The women are still adjusting to living together. Fedorowska likes putting herbs in her cooking but Oksana Topol doesn’t, so they’ve agreed to take turns using the kitchen. Topol has put her professional skills to use by giving haircuts to everyone in the house. She’s also starting to study Polish. But her sister Olena is really struggling and finds it difficult to leave the house, silently weeping all the time.
Just a few streets away are Kruglyak, 47, and her daughter Ilona Borovyk, 27, who had been a manicurist in Ukraine. They slept for two nights in a school gymnasium crammed with other Ukrainians before managing to find their way to Krępsko. Ilona’s 9-month-old baby, Emma, kept throwing up from the distress of being shuffled around. Her older daughter, Arina, 6, is now in a Polish kindergarten. She asks about her father every day, and just wants to go home. Borovyk and Kruglyak are still waiting for their Polish ID cards, but hope to offer manicures and haircuts to their neighbors very soon. Magdalena Kowalska, a Polish volunteer in the village and a coordinator for Pontes, says she’s planning to give the women Polish lessons to bolster their confidence speaking a new language. She’s also currently improving her own Ukrainian to make them feel more welcome.

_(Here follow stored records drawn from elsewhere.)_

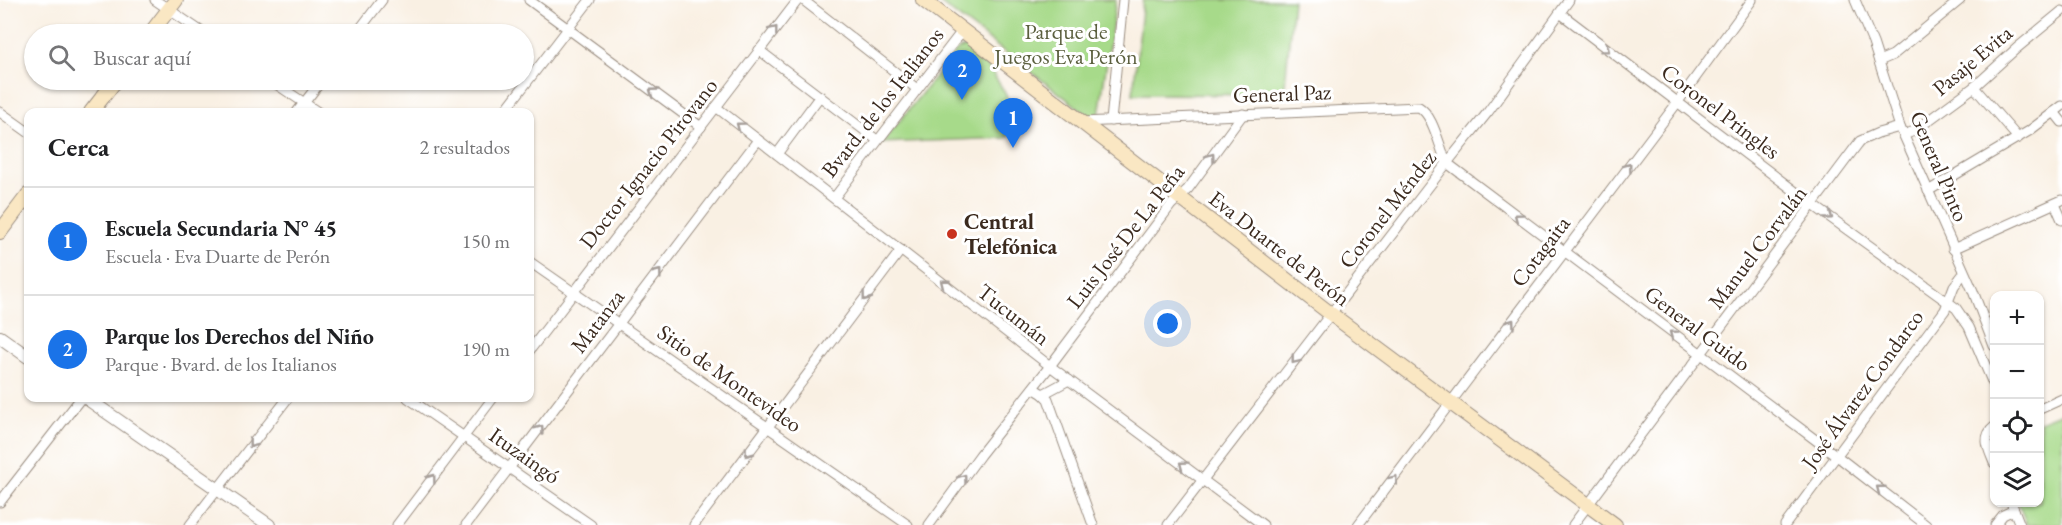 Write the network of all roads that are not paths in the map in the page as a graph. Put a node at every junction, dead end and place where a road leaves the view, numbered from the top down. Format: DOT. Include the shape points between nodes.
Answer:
graph roads {
  1 [pos="155,0"];
  2 [pos="382,0"];
  3 [pos="529,0"];
  4 [pos="590,0"];
  5 [pos="798,0"];
  6 [pos="803,0"];
  7 [pos="923,0"];
  8 [pos="1123,0"];
  9 [pos="1569,0"];
  10 [pos="1752,0"];
  11 [pos="1855,0"];
  12 [pos="1960,0"];
  13 [pos="172,5"];
  14 [pos="2062,11"];
  15 [pos="1560,13"];
  16 [pos="158,24"];
  17 [pos="194,24"];
  18 [pos="364,24"];
  19 [pos="568,28"];
  20 [pos="962,31"];
  21 [pos="759,50"];
  22 [pos="1879,61"];
  23 [pos="534,73"];
  24 [pos="1974,87"];
  25 [pos="917,89"];
  26 [pos="108,90"];
  27 [pos="285,90"];
  28 [pos="315,90"];
  29 [pos="521,90"];
  30 [pos="820,96"];
  31 [pos="305,103"];
  32 [pos="1677,103"];
  33 [pos="94,108"];
  34 [pos="301,108"];
  35 [pos="312,108"];
  36 [pos="507,108"];
  37 [pos="716,108"];
  38 [pos="2058,109"];
  39 [pos="0,112"];
  40 [pos="1243,114"];
  41 [pos="1112,121"];
  42 [pos="1082,122"];
  43 [pos="2062,122"];
  44 [pos="700,127"];
  45 [pos="24,129"];
  46 [pos="1902,131"];
  47 [pos="1865,138"];
  48 [pos="2018,138"];
  49 [pos="758,140"];
  50 [pos="877,140"];
  51 [pos="777,154"];
  52 [pos="1447,163"];
  53 [pos="1928,190"];
  54 [pos="1180,197"];
  55 [pos="834,198"];
  56 [pos="24,200"];
  57 [pos="2059,202"];
  58 [pos="1813,205"];
  59 [pos="2062,220"];
  60 [pos="0,232"];
  61 [pos="1953,249"];
  62 [pos="901,250"];
  63 [pos="1564,252"];
  64 [pos="534,265"];
  65 [pos="1964,273"];
  66 [pos="573,293"];
  67 [pos="1948,302"];
  68 [pos="1331,314"];
  69 [pos="619,324"];
  70 [pos="0,338"];
  71 [pos="534,345"];
  72 [pos="1995,345"];
  73 [pos="24,354"];
  74 [pos="1701,355"];
  75 [pos="1050,366"];
  76 [pos="1990,375"];
  77 [pos="1069,380"];
  78 [pos="1033,388"];
  79 [pos="1043,394"];
  80 [pos="2062,399"];
  81 [pos="78,402"];
  82 [pos="92,402"];
  83 [pos="285,402"];
  84 [pos="414,402"];
  85 [pos="490,402"];
  86 [pos="1452,403"];
  87 [pos="2044,407"];
  88 [pos="767,427"];
  89 [pos="1990,430"];
  90 [pos="464,437"];
  91 [pos="1990,451"];
  92 [pos="1837,456"];
  93 [pos="511,469"];
  94 [pos="1203,480"];
  95 [pos="218,489"];
  96 [pos="0,502"];
  97 [pos="1588,505"];
  98 [pos="2011,507"];
  99 [pos="2012,507"];
  100 [pos="190,525"];
  101 [pos="269,525"];
  102 [pos="397,525"];
  103 [pos="466,525"];
  104 [pos="591,525"];
  105 [pos="694,525"];
  106 [pos="908,525"];
  107 [pos="928,525"];
  108 [pos="1093,525"];
  109 [pos="1168,525"];
  110 [pos="1263,525"];
  111 [pos="1358,525"];
  112 [pos="1573,525"];
  113 [pos="1615,525"];
  114 [pos="1785,525"];
  115 [pos="1926,525"];
  116 [pos="1995,525"];
  117 [pos="2020,525"];
  1 -- 13 [label="street"];
  2 -- 18 [label="street"];
  3 -- 19 [label="street"];
  4 -- 19 [label="street"];
  21 -- 5 [label="street, Doctor Ignacio Pirovano, one-way"];
  6 -- 25 [label="street"];
  7 -- 20 [label="main road, Eva Duarte de Perón"];
  8 -- 41 [label="street"];
  9 -- 15 [label="street, Coronel Méndez"];
  10 -- 32 [label="street, Cotagaita"];
  11 -- 22 [label="street, General Pinto"];
  12 -- 22 [label="street" via="1893,55"];
  13 -- 16 [label="main road"];
  13 -- 17 [label="street"];
  14 -- 24 [label="street, Pasaje Evita"];
  15 -- 32 [label="street, Coronel Pringles, one-way"];
  15 -- 52 [label="street, Coronel Méndez"];
  19 -- 23 [label="street"];
  44 -- 19 [label="street, one-way"];
  20 -- 25 [label="street, Bvard. de los Italianos"];
  20 -- 42 [label="main road, Eva Duarte de Perón"];
  21 -- 30 [label="street"];
  21 -- 37 [label="street, Doctor Ignacio Pirovano"];
  22 -- 46 [label="street, General Pinto"];
  24 -- 46 [label="street, Pasaje Evita" via="1914,131"];
  24 -- 48 [label="street"];
  25 -- 50 [label="street, Bvard. de los Italianos"];
  26 -- 33 [label="main road"];
  27 -- 31 [label="street"];
  28 -- 31 [label="street"];
  29 -- 36 [label="street"];
  30 -- 50 [label="street"];
  30 -- 51 [label="street"];
  31 -- 34 [label="street"];
  31 -- 35 [label="street"];
  32 -- 58 [label="street, Coronel Pringles"];
  63 -- 32 [label="street, Cotagaita, one-way"];
  37 -- 44 [label="street, Doctor Ignacio Pirovano"];
  49 -- 37 [label="street, Tucumán, one-way"];
  38 -- 43 [label="street"];
  38 -- 48 [label="street"];
  39 -- 45 [label="street"];
  40 -- 41 [label="street, General Paz"];
  40 -- 52 [label="street, General Paz" via="1419,107 1429,115"];
  54 -- 40 [label="street, Luis José De La Peña, one-way"];
  41 -- 42 [label="street, General Paz"];
  42 -- 54 [label="main road, Eva Duarte de Perón"];
  44 -- 66 [label="street, Doctor Ignacio Pirovano"];
  46 -- 47 [label="street, Pasaje Evita"];
  46 -- 53 [label="street, General Pinto"];
  47 -- 58 [label="street, Manuel Corvalán"];
  48 -- 53 [label="street"];
  49 -- 51 [label="street, Tucumán"];
  69 -- 49 [label="street, Matanza, one-way"];
  50 -- 55 [label="street, Bvard. de los Italianos"];
  51 -- 55 [label="street, Tucumán"];
  63 -- 52 [label="street, General Guido, one-way"];
  52 -- 68 [label="street, Coronel Méndez"];
  53 -- 61 [label="street, General Pinto"];
  54 -- 68 [label="main road, Eva Duarte de Perón"];
  54 -- 75 [label="street, Luis José De La Peña"];
  55 -- 62 [label="street, Tucumán"];
  56 -- 60 [label="main road"];
  57 -- 59 [label="street"];
  57 -- 61 [label="street"];
  58 -- 67 [label="street, Coronel Pringles, one-way"];
  58 -- 74 [label="street, Manuel Corvalán"];
  61 -- 65 [label="street, General Pinto"];
  75 -- 62 [label="street, Tucumán, one-way"];
  62 -- 88 [label="street, one-way"];
  74 -- 63 [label="street, General Guido, one-way"];
  86 -- 63 [label="street, Cotagaita, one-way"];
  64 -- 66 [label="street, Sitio de Montevideo"];
  65 -- 67 [label="street, José Álvarez Condarco"];
  65 -- 72 [label="street, General Pinto"];
  66 -- 69 [label="street, Sitio de Montevideo"];
  66 -- 71 [label="street, Doctor Ignacio Pirovano"];
  67 -- 76 [label="street" via="1964,317"];
  67 -- 92 [label="street, José Álvarez Condarco"];
  68 -- 86 [label="main road, Eva Duarte de Perón"];
  68 -- 94 [label="street, Coronel Méndez, one-way"];
  69 -- 88 [label="street, Sitio de Montevideo"];
  93 -- 69 [label="street, Matanza, one-way"];
  70 -- 73 [label="street"];
  74 -- 92 [label="street, General Guido"];
  74 -- 97 [label="street, Manuel Corvalán"];
  75 -- 77 [label="street, Tucumán"];
  75 -- 78 [label="street, Luis José De La Peña"];
  77 -- 79 [label="street"];
  94 -- 77 [label="street, Tucumán, one-way"];
  78 -- 79 [label="street"];
  107 -- 78 [label="street, Luis José De La Peña, one-way"];
  79 -- 108 [label="street"];
  80 -- 87 [label="street"];
  81 -- 96 [label="street"];
  82 -- 95 [label="street"];
  83 -- 95 [label="street, one-way"];
  84 -- 90 [label="street, Ituzaingó"];
  85 -- 90 [label="street"];
  86 -- 97 [label="main road, Eva Duarte de Perón"];
  111 -- 86 [label="street, Cotagaita, one-way"];
  88 -- 105 [label="street, one-way"];
  88 -- 106 [label="street, Sitio de Montevideo"];
  89 -- 91 [label="street" via="1986,438"];
  90 -- 93 [label="street, Ituzaingó"];
  102 -- 90 [label="street, one-way"];
  92 -- 114 [label="street, José Álvarez Condarco"];
  115 -- 92 [label="street, General Guido, one-way"];
  93 -- 103 [label="street, Matanza"];
  93 -- 104 [label="street, Ituzaingó"];
  94 -- 109 [label="street, Coronel Méndez"];
  94 -- 110 [label="street, Tucumán"];
  95 -- 100 [label="street"];
  95 -- 101 [label="street"];
  97 -- 112 [label="street, Manuel Corvalán"];
  97 -- 113 [label="main road, Eva Duarte de Perón"];
  98 -- 116 [label="street"];
  99 -- 117 [label="street"];
}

As I leave, Borovyk tells me: “I wish you all the best and good things for you in life.”
Gallina Pelipeiko and Alla Soroka
Gallina Pelipeiko, 44, was on a sunny beach in Egypt when she started receiving frantic texts from family and friends back in Ukraine. “There’s a war now, are you coming back?” the messages read. Pelipeiko felt sick with consternation. She was on vacation with her cousin-in-law, Alla Soroka, 52, and their children. “We were completely shocked, we only had our summer clothes and had no idea what we were going to do or where we were going to go,” Pelipeiko says. After two weeks, they managed to buy plane tickets to Poland, and decided to base themselves in the town of Goleniow in the northwest,where a kind resident had offered his house.
Although she ran a small coffee roasting business in Kyiv, Pelipeiko has no idea how she’ll replicate it here. Her daughter, Violetta, 14, and Soroka’s son Oleksandr, 15, are now attending a high school in the area. Both Violetta and Oleksandr are open to a long-term future in Poland, but their mothers desperately want to return to Kyiv. “It’s good to make new Polish friends, and they’re very supportive,” Oleksandr says. “When we’re studying, it’s the only time we’re not thinking about the war or our families at home.”

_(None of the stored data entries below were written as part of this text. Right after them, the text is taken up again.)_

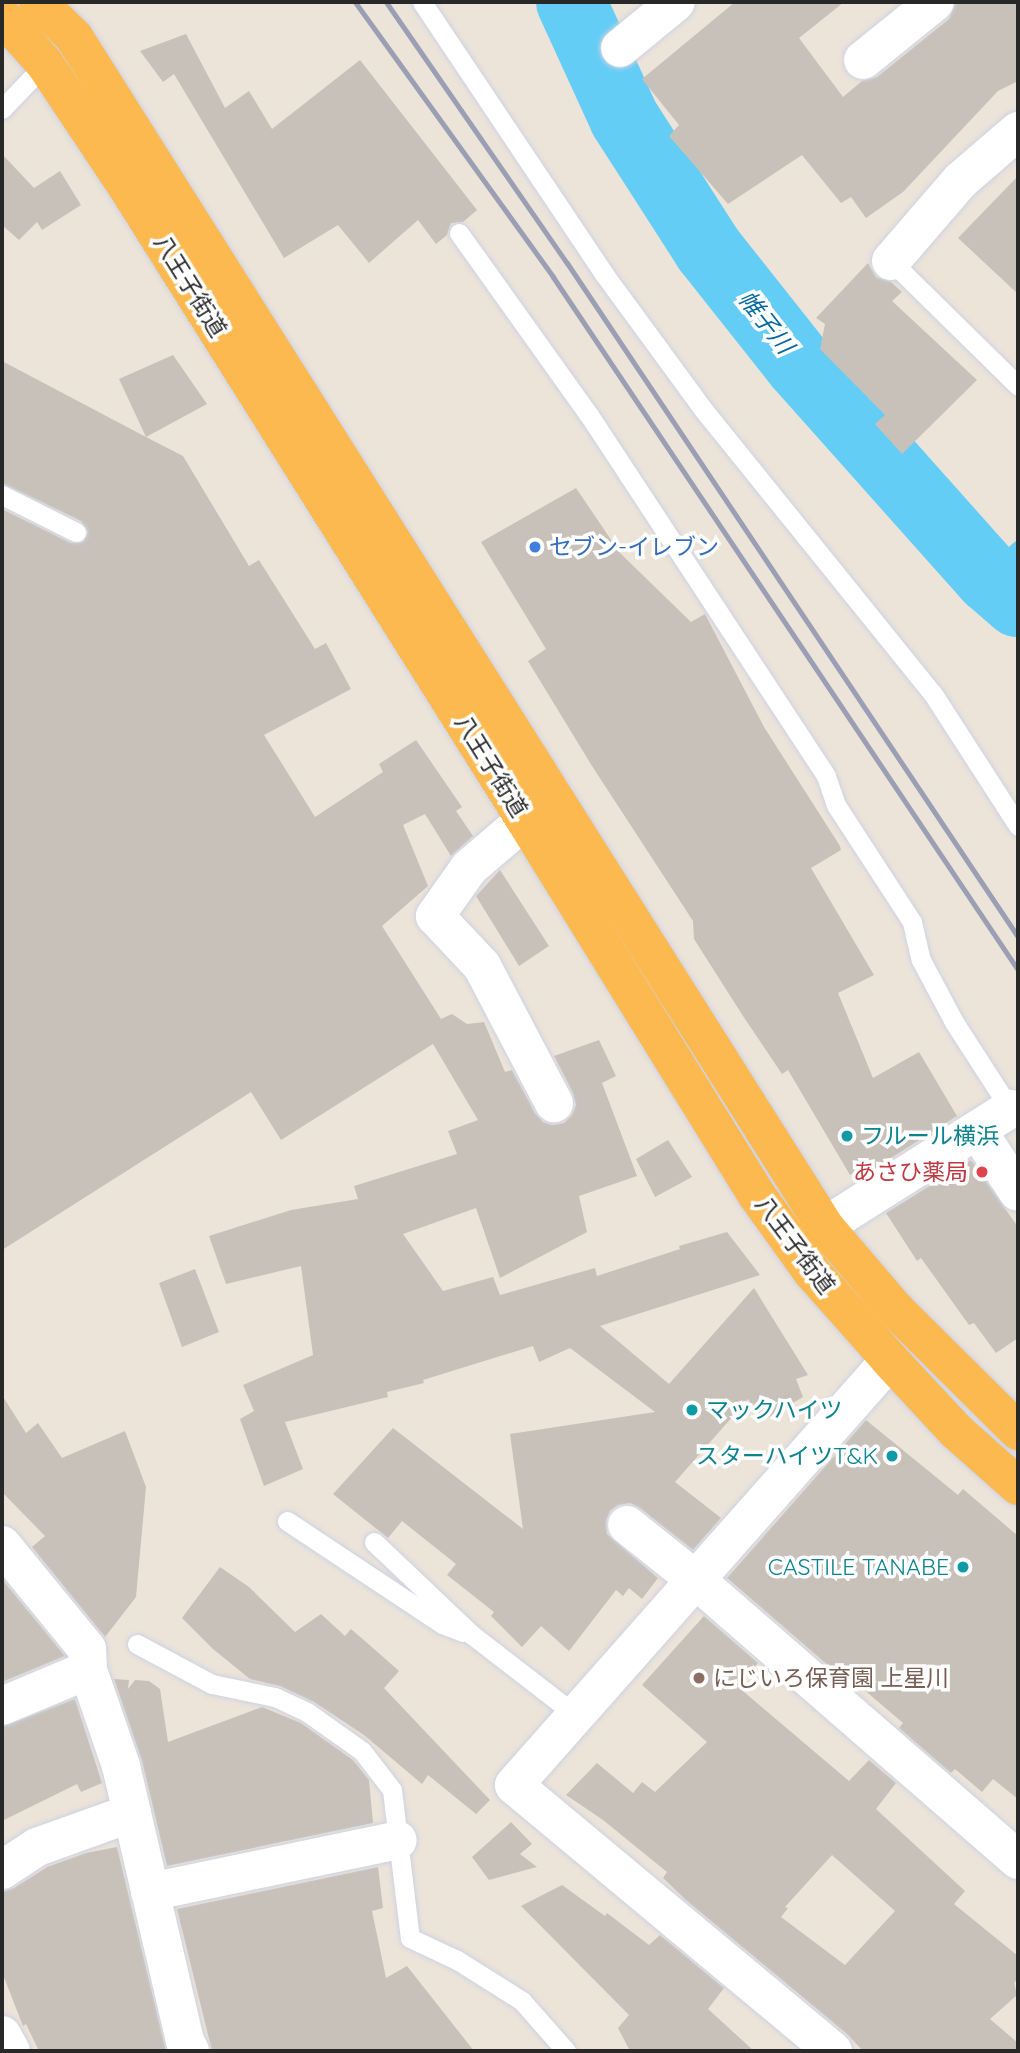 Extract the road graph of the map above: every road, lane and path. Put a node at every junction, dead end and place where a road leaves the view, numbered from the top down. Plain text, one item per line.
1 (38, 2) edge
2 (422, 2) edge
3 (676, 2) edge
4 (936, 2) edge
5 (2, 16) edge
6 (620, 48) dead end
7 (863, 60) dead end
8 (45, 64) junction
9 (2, 109) edge
10 (1018, 131) edge
11 (459, 233) dead end
12 (891, 261) joint
13 (1018, 386) edge
14 (2, 495) edge
15 (76, 532) dead end
16 (525, 820) junction
17 (1018, 826) edge
18 (554, 1103) dead end
19 (1010, 1109) joint
20 (977, 1130) junction
21 (1018, 1192) edge
22 (809, 1236) junction
23 (890, 1360) junction
24 (1018, 1431) edge
25 (1018, 1486) edge
26 (287, 1521) dead end
27 (627, 1525) dead end
28 (374, 1542) dead end
29 (2, 1545) edge
30 (696, 1580) junction
31 (471, 1634) junction
32 (137, 1644) dead end
33 (88, 1670) junction
34 (2, 1706) edge
35 (577, 1716) junction
36 (132, 1813) junction
37 (398, 1840) junction
38 (1018, 1860) edge
39 (2, 1870) edge
40 (150, 1892) junction
41 (2, 2035) edge
42 (11, 2051) edge
43 (191, 2051) edge
44 (566, 2051) edge
45 (834, 2051) edge

1 - 22 highway, 八王子街道
2 - 17 lane
3 - 6 street
4 - 7 street
5 - 8 highway, 八王子街道
8 - 9 lane
8 - 16 highway, 八王子街道
10 - 12 street
11 - 19 lane
12 - 13 lane
14 - 15 lane
16 - 18 street
16 - 22 highway, 八王子街道
19 - 20 street
20 - 21 street
20 - 22 street
22 - 23 highway, 八王子街道
22 - 24 highway, 八王子街道
23 - 25 highway, 八王子街道
23 - 30 street
26 - 31 lane
27 - 30 street
28 - 31 lane
29 - 33 street
30 - 35 street
30 - 38 street
31 - 35 lane
32 - 37 lane
33 - 34 street
33 - 36 street
35 - 45 street
36 - 39 street
36 - 40 street
37 - 40 street
37 - 44 lane
40 - 43 street
41 - 42 street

Oleksandr is still in touch with Russian friends from Yekaterinburg. When they speak, they don’t discuss the war, but he sends them articles about the invasion in Ukraine. He’s outraged when he talks about the besieged city of Mariupol, which lies in ruins. Its residents have reportedly resorted to drinking water from their radiators. “They understand what’s going on, but are scared of the government screening their phones,” he says of his Russian friends. He is especiallyworried about one of them, who’s now 16. “He’s so young, and he may be drafted. So many boys have already died at war. I don’t want him to have to go and fight.”

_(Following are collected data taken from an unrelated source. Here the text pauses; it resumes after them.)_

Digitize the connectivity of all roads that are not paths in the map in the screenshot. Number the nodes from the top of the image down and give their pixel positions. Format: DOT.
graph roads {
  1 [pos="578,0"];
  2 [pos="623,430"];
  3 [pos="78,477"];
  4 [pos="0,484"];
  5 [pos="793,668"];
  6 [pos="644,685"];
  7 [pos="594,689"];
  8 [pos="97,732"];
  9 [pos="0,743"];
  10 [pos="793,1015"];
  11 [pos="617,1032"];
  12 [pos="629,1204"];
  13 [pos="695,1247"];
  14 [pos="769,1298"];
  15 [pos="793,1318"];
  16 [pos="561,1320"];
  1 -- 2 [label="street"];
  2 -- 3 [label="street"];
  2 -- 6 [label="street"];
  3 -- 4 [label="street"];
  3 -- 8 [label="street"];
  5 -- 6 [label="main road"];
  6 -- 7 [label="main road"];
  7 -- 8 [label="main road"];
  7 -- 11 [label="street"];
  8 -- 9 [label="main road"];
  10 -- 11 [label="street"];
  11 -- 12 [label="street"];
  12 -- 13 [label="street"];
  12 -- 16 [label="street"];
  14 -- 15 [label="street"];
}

Pelipeiko has been having sleepless nights where she keeps thinking about her last real-life exchange with her husband, who works for the Ukrainian intelligence services. He had planned to join them on vacation, but the state told him at the last minute that he could not leave because of the Russian threat at the time. Hugging his family goodbye at the airport when they left for Egypt, he parted ways with them with a chillingly prescient remark: “Perhaps this might be the last time I’ll be seeing you for a while.”